Ma attenzione a farsi trascinare dall’entusiasmo, sono diversi infatti i punti che nonostante la pronuncia appaiono ancora fumosi e poco chiari. Tre in particolare: il doppio cognome con il succedersi delle generazioni, l’uniformità di cognome tra fratelli e il mancato accordo tra i genitori. Nel primo caso la Consulta ha auspicato una “tempestiva” presa di posizione del legislatore per “impedire che l’attribuzione del cognome di entrambi i genitori comporti, nel succedersi delle generazioni, un meccanismo moltiplicatore che sarebbe lesivo della funzione identitaria del cognome”; nel secondo caso gli ermellini suggeriscono che la scelta del cognome del primogenito venga stabilita come vincolante per i figli successivi così da rispettare “l’interesse del figlio a non vedersi attribuito – con il sacrificio di un profilo che attiene anch’esso alla sua identità familiare – un cognome diverso rispetto a quello di fratelli e sorelle”. Il terzo caso sembra essere quello più complesso: i giudici, infatti, segnalano che in caso di disaccordo i genitori possono rivolgersi allo “strumento che l’ordinamento giuridico già appronta per risolvere il contrasto fra i genitori su scelte di particolare rilevanza riguardanti i figli”, l’intervento del giudice. La domanda tuttavia sorge spontanea (e a rispondere, ancora, dovrà essere il legislatore): in un contesto di assoluta parità, su quali basi il magistrato dovrebbe decidere quale cognome attribuire al figlio?

Una quarta questione, ancora, non può essere lasciata indietro, l’omogenitorialità.

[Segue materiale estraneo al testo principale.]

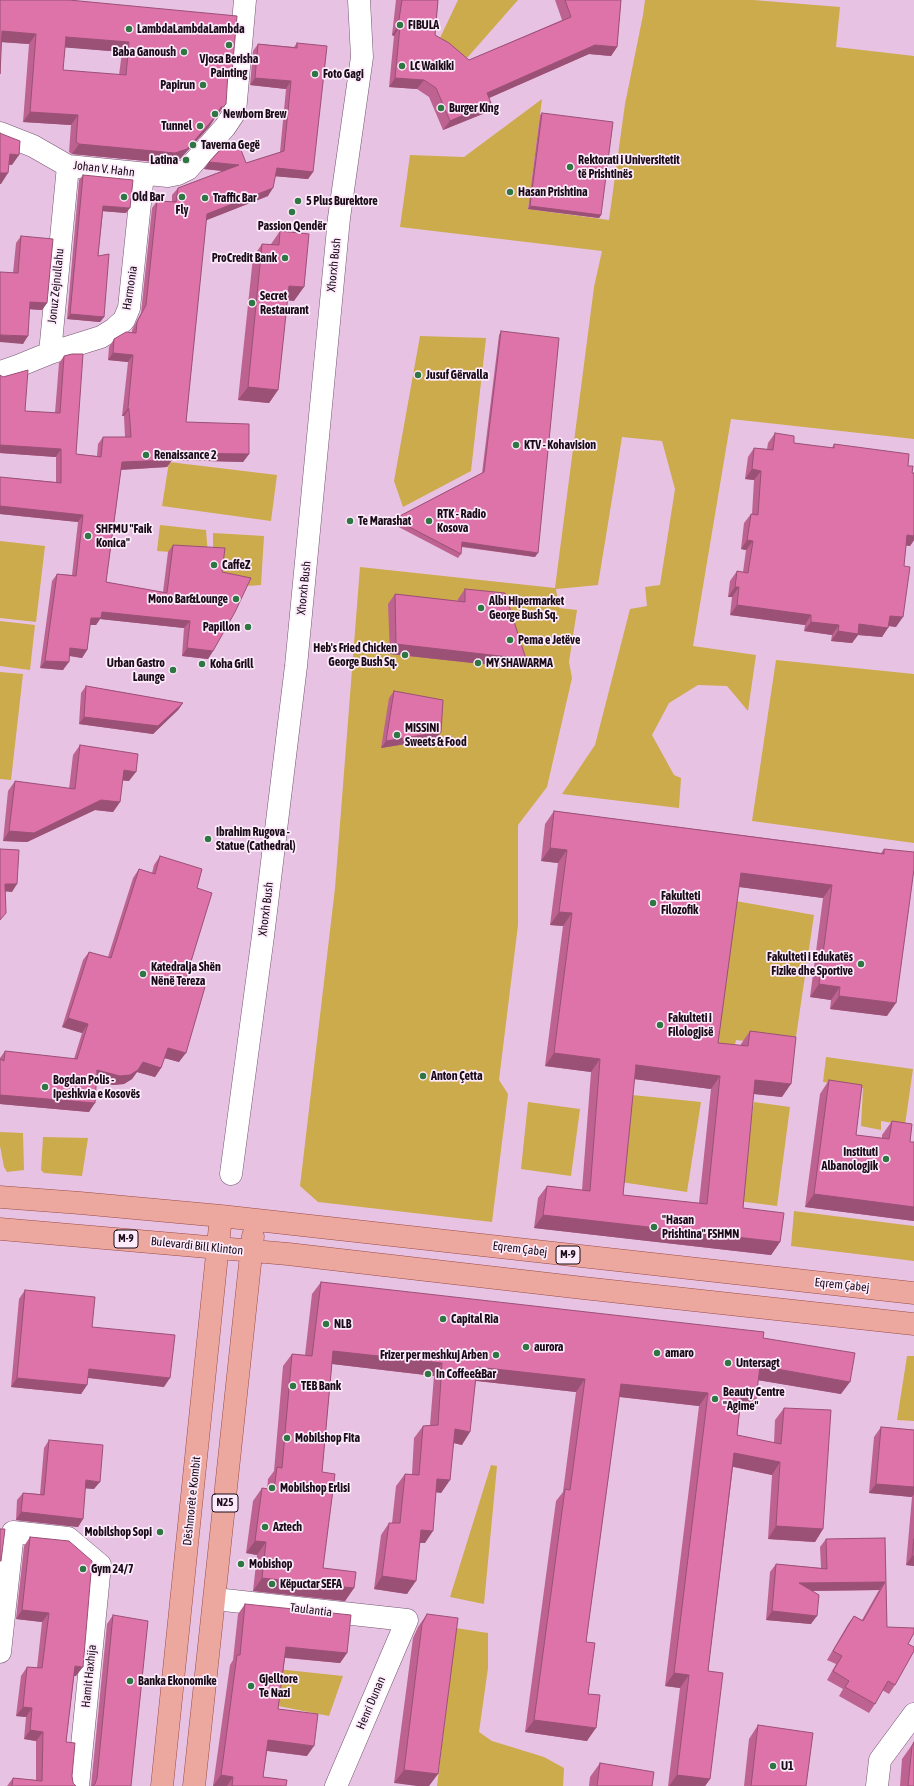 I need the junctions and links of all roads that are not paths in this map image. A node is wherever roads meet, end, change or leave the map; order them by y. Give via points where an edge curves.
1 (241, 0) edge
2 (245, 0) edge
3 (359, 0) edge
4 (0, 133) edge
5 (68, 166) junction
6 (143, 174) junction
7 (50, 353) junction
8 (0, 372) edge
9 (231, 1174) dead end
10 (0, 1197) edge
11 (221, 1216) junction
12 (255, 1220) junction
13 (0, 1229) edge
14 (218, 1248) junction
15 (251, 1251) junction
16 (914, 1293) edge
17 (914, 1324) edge
18 (215, 1599) junction
19 (407, 1620) joint
20 (0, 1652) edge
21 (914, 1714) edge
22 (78, 1786) edge
23 (162, 1786) edge
24 (194, 1786) edge
25 (336, 1786) edge
26 (877, 1786) edge

1 - 2 street
2 - 6 street, Johan V. Hahn via 235,112 188,169 168,176
3 - 9 street, Xhorxh Bush via 362,57 339,218 295,674
4 - 5 street, Johan V. Hahn via 33,146
5 - 6 street, Johan V. Hahn
5 - 7 street, Jonuz Zejnullahu
6 - 7 street, Harmonia via 129,308 124,320 101,337
7 - 8 street
10 - 11 main road, M-9
11 - 12 main road, Eqrem Çabej / M-9
11 - 14 main road, Dëshmorët e Kombit
12 - 15 main road, N25
12 - 16 main road, Eqrem Çabej / M-9
13 - 14 main road, Bulevardi Bill Klinton / M-9
14 - 15 main road, Bulevardi Bill Klinton / M-9
14 - 23 main road, Dëshmorët e Kombit
15 - 17 main road, M-9
15 - 18 main road, N25
18 - 19 street, Taulantia
18 - 24 main road, N25
19 - 25 street, Henri Dunan
20 - 22 street, Hamit Haxhija via 13,1532 68,1538 100,1565
21 - 26 street via 880,1760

La distinzione tra madre e padre, materno e paterno, infatti, potrebbe – o dovrebbe – essere presto costretta a tramontare.

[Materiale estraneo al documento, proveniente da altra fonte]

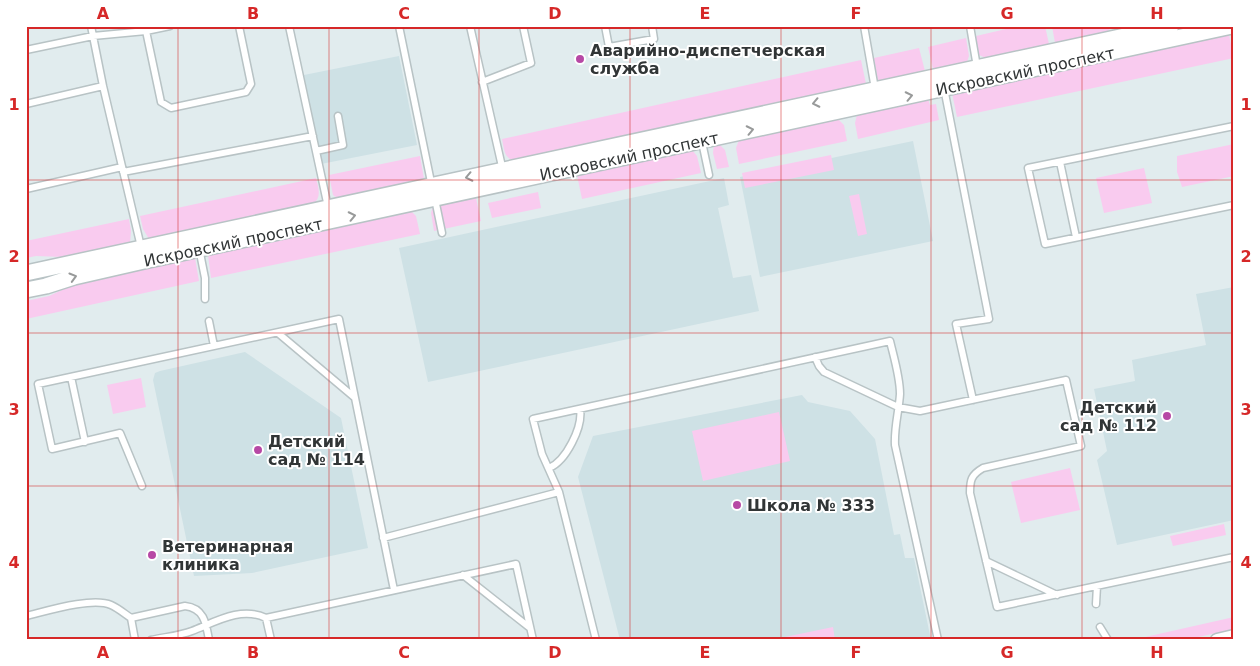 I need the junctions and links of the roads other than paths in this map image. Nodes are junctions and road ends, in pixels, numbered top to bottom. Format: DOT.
graph roads {
  1 [pos="91,26"];
  2 [pos="170,26"];
  3 [pos="239,26"];
  4 [pos="289,26"];
  5 [pos="399,26"];
  6 [pos="470,26"];
  7 [pos="523,26"];
  8 [pos="604,26"];
  9 [pos="652,26"];
  10 [pos="864,26"];
  11 [pos="970,26"];
  12 [pos="1171,26"];
  13 [pos="1232,26"];
  14 [pos="146,31"];
  15 [pos="93,36"];
  16 [pos="1125,37"];
  17 [pos="26,50"];
  18 [pos="979,74"];
  19 [pos="482,82"];
  20 [pos="103,86"];
  21 [pos="944,88"];
  22 [pos="877,96"];
  23 [pos="26,104"];
  24 [pos="338,116"];
  25 [pos="1234,126"];
  26 [pos="725,129"];
  27 [pos="313,136"];
  28 [pos="702,140"];
  29 [pos="316,150"];
  30 [pos="1060,162"];
  31 [pos="122,170"];
  32 [pos="504,176"];
  33 [pos="710,176"];
  34 [pos="26,189"];
  35 [pos="433,191"];
  36 [pos="1234,205"];
  37 [pos="328,207"];
  38 [pos="442,233"];
  39 [pos="1076,238"];
  40 [pos="198,243"];
  41 [pos="142,255"];
  42 [pos="26,273"];
  43 [pos="26,290"];
  44 [pos="205,299"];
  45 [pos="209,321"];
  46 [pos="278,333"];
  47 [pos="214,346"];
  48 [pos="815,357"];
  49 [pos="71,377"];
  50 [pos="354,397"];
  51 [pos="973,400"];
  52 [pos="898,407"];
  53 [pos="580,409"];
  54 [pos="85,442"];
  55 [pos="549,468"];
  56 [pos="142,486"];
  57 [pos="559,492"];
  58 [pos="383,538"];
  59 [pos="1234,557"];
  60 [pos="986,561"];
  61 [pos="462,575"];
  62 [pos="1097,586"];
  63 [pos="394,590"];
  64 [pos="1057,594"];
  65 [pos="1096,604"];
  66 [pos="26,616"];
  67 [pos="131,618"];
  68 [pos="266,618"];
  69 [pos="206,624"];
  70 [pos="1100,627"];
  71 [pos="530,628"];
  72 [pos="1234,636"];
  73 [pos="135,640"];
  74 [pos="151,640"];
  75 [pos="209,640"];
  76 [pos="271,640"];
  77 [pos="533,640"];
  78 [pos="596,640"];
  79 [pos="938,640"];
  80 [pos="1108,640"];
  81 [pos="1217,640"];
  1 -- 15 [label="lane"];
  2 -- 14 [label="lane"];
  3 -- 14 [label="lane"];
  4 -- 27 [label="lane"];
  5 -- 35 [label="lane"];
  6 -- 19 [label="lane"];
  7 -- 19 [label="lane"];
  8 -- 9 [label="lane"];
  10 -- 22 [label="lane"];
  11 -- 18 [label="lane"];
  12 -- 16 [label="street, Искровский проспект"];
  13 -- 16 [label="street, Искровский проспект"];
  14 -- 15 [label="lane"];
  15 -- 17 [label="lane"];
  15 -- 20 [label="lane"];
  16 -- 18 [label="street, Искровский проспект"];
  18 -- 21 [label="street, Искровский проспект"];
  18 -- 22 [label="street, Искровский проспект"];
  19 -- 32 [label="lane"];
  20 -- 23 [label="lane"];
  20 -- 31 [label="lane"];
  22 -- 21 [label="street, Искровский проспект, one-way"];
  21 -- 51 [label="lane"];
  22 -- 26 [label="street, Искровский проспект"];
  24 -- 29 [label="lane"];
  25 -- 30 [label="lane"];
  26 -- 28 [label="street, Искровский проспект"];
  26 -- 32 [label="street, Искровский проспект"];
  27 -- 29 [label="lane"];
  27 -- 31 [label="lane"];
  28 -- 32 [label="street, Искровский проспект"];
  28 -- 33 [label="lane"];
  29 -- 37 [label="lane"];
  30 -- 39 [label="lane"];
  30 -- 39 [label="lane"];
  31 -- 34 [label="lane"];
  31 -- 41 [label="lane"];
  32 -- 35 [label="street, Искровский проспект"];
  35 -- 37 [label="street, Искровский проспект"];
  35 -- 38 [label="lane"];
  40 -- 35 [label="street, Искровский проспект, one-way"];
  36 -- 39 [label="lane"];
  37 -- 40 [label="street, Искровский проспект"];
  40 -- 41 [label="street, Искровский проспект"];
  40 -- 44 [label="lane"];
  41 -- 42 [label="street, Искровский проспект"];
  43 -- 41 [label="street, Искровский проспект, one-way"];
  45 -- 47 [label="lane"];
  46 -- 47 [label="lane"];
  46 -- 50 [label="lane"];
  46 -- 50 [label="lane"];
  47 -- 49 [label="lane"];
  48 -- 52 [label="lane"];
  48 -- 52 [label="lane"];
  48 -- 53 [label="lane"];
  49 -- 54 [label="lane"];
  49 -- 54 [label="lane"];
  50 -- 58 [label="lane"];
  51 -- 52 [label="lane"];
  51 -- 60 [label="lane"];
  52 -- 79 [label="lane"];
  53 -- 55 [label="lane"];
  53 -- 55 [label="lane"];
  54 -- 56 [label="lane"];
  55 -- 57 [label="lane"];
  57 -- 58 [label="lane"];
  57 -- 78 [label="lane"];
  58 -- 63 [label="lane"];
  59 -- 62 [label="lane"];
  60 -- 64 [label="lane"];
  60 -- 64 [label="lane"];
  61 -- 63 [label="lane"];
  61 -- 71 [label="lane"];
  61 -- 71 [label="lane"];
  62 -- 64 [label="lane"];
  62 -- 65 [label="lane"];
  63 -- 68 [label="lane"];
  66 -- 67 [label="lane"];
  67 -- 69 [label="lane"];
  67 -- 73 [label="lane"];
  68 -- 69 [label="lane"];
  68 -- 76 [label="lane"];
  69 -- 74 [label="lane"];
  69 -- 75 [label="lane"];
  70 -- 80 [label="lane"];
  71 -- 77 [label="lane"];
  72 -- 81 [label="street"];
}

Sembra dunque che, nonostante i ritardi e un’evidente remora ad andare avanti – come del resto in molti altri casi in cui al centro del dibattito ci sono i diritti civili -, il Parlamento sia chiamato obbligatoriamente ad agire. E a farlo in fretta. Un mancato intervento potrebbe comportare due gravi conseguenze: il caos anagrafico legato al vuoto legislativo, in primis, seguito dalla vanificazione di un salto in avanti verso la vera eguaglianza – come del resto in molti altri casi in cui al centro del dibattito ci sono i diritti civili.